Our hero this week is the Centre for Child Law, an organisation based at Pretoria University, that’s fighting for a better life for South Africa’s children through education, research, advocacy and litigation – currently it is focused on the Eastern Cape, where the education situation is dire.
In November 2013 we published an article on the appalling conditions found by our investigative journalist at just one Eastern Cape school. In his second State of the Nation speech, delivered in June, President Jacob Zuma said the newly established chief procurement office would be addressing the situation, and that by mid-August all Eastern Cape schools would have new furniture.
However, the infrastructure of many schools in the province still leaves much to be desired, so the Centre for Child Law and five schools in the region took the national and provincial education departments to court, “to force them to identify all such schools in the province and to publish a rebuilding timetable”, reports the Times.
On Thursday 21 August the Eastern Cape High Court ruled in their favour.
The departments now have 45 days in which to publish the up-to-date list of schools with “inappropriate structures” – these include the 500 or so mud schools in the province.

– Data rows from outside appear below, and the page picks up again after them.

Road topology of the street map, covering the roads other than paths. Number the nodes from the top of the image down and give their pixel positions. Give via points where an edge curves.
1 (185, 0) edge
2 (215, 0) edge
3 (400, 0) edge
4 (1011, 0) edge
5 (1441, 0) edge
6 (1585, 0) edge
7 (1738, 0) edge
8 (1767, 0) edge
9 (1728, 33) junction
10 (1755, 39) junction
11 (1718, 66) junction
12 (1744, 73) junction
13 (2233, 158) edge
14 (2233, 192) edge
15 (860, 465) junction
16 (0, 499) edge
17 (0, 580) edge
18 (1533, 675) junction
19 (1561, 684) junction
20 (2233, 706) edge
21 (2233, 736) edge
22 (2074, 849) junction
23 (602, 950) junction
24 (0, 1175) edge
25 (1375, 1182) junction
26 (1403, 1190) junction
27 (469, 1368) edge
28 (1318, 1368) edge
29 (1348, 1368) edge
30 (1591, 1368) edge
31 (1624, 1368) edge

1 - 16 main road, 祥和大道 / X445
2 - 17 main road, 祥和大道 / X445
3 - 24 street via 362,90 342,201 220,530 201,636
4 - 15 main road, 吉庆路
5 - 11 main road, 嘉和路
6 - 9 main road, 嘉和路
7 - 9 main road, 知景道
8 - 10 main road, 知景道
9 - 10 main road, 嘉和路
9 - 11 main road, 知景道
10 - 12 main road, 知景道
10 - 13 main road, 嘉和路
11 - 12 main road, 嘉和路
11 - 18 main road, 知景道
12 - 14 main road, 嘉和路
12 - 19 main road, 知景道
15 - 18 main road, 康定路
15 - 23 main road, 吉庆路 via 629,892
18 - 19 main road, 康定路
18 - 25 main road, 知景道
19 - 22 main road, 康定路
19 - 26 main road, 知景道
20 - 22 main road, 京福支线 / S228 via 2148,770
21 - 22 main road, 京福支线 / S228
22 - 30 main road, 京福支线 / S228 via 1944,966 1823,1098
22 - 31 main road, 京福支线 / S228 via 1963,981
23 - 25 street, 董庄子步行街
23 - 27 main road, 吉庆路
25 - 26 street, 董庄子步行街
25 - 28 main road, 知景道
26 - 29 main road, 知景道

The list also has to be accompanied by “a comprehensive plan detailing what infrastructure every school on the list would receive, along with timeframes”.
Certain criteria will be used to assess schools’ needs and infrastructure, and based on the results, the schools will be replaced, renovated, given temporary classrooms, or closed.
The Times also reports that the five schools that approached the High Court “would receive emergency relief, within 90 days of the order, in the form of safe and adequate structures, sufficient water, and adequate sanitation”.